### Activity
Your answer should restate each line of the data below word for word.
[Opening Information section]
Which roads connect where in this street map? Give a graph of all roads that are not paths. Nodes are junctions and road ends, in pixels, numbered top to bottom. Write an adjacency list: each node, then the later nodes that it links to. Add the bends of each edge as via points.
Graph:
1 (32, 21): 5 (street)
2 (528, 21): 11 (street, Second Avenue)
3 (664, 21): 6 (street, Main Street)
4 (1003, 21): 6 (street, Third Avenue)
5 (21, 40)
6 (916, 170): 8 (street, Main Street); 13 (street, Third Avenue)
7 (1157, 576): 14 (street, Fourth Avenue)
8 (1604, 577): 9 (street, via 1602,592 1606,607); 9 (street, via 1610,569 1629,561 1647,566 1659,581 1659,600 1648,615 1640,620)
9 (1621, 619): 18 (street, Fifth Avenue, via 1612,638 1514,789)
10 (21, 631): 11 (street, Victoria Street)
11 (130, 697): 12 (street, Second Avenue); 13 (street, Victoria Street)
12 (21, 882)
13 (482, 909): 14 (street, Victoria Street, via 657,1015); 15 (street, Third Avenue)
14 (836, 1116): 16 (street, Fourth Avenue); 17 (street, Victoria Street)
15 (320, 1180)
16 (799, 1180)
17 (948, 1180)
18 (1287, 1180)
[Closing Information section]
### Problem solution
Which roads connect where in this street map? Give a graph of all roads that are not paths. Nodes are junctions and road ends, in pixels, numbered top to bottom. Write an adjacency list: each node, then the later nodes that it links to. Add the bends of each edge as via points.
Graph:
1 (32, 21): 5 (street)
2 (528, 21): 11 (street, Second Avenue)
3 (664, 21): 6 (street, Main Street)
4 (1003, 21): 6 (street, Third Avenue)
5 (21, 40)
6 (916, 170): 8 (street, Main Street); 13 (street, Third Avenue)
7 (1157, 576): 14 (street, Fourth Avenue)
8 (1604, 577): 9 (street, via 1602,592 1606,607); 9 (street, via 1610,569 1629,561 1647,566 1659,581 1659,600 1648,615 1640,620)
9 (1621, 619): 18 (street, Fifth Avenue, via 1612,638 1514,789)
10 (21, 631): 11 (street, Victoria Street)
11 (130, 697): 12 (street, Second Avenue); 13 (street, Victoria Street)
12 (21, 882)
13 (482, 909): 14 (street, Victoria Street, via 657,1015); 15 (street, Third Avenue)
14 (836, 1116): 16 (street, Fourth Avenue); 17 (street, Victoria Street)
15 (320, 1180)
16 (799, 1180)
17 (948, 1180)
18 (1287, 1180)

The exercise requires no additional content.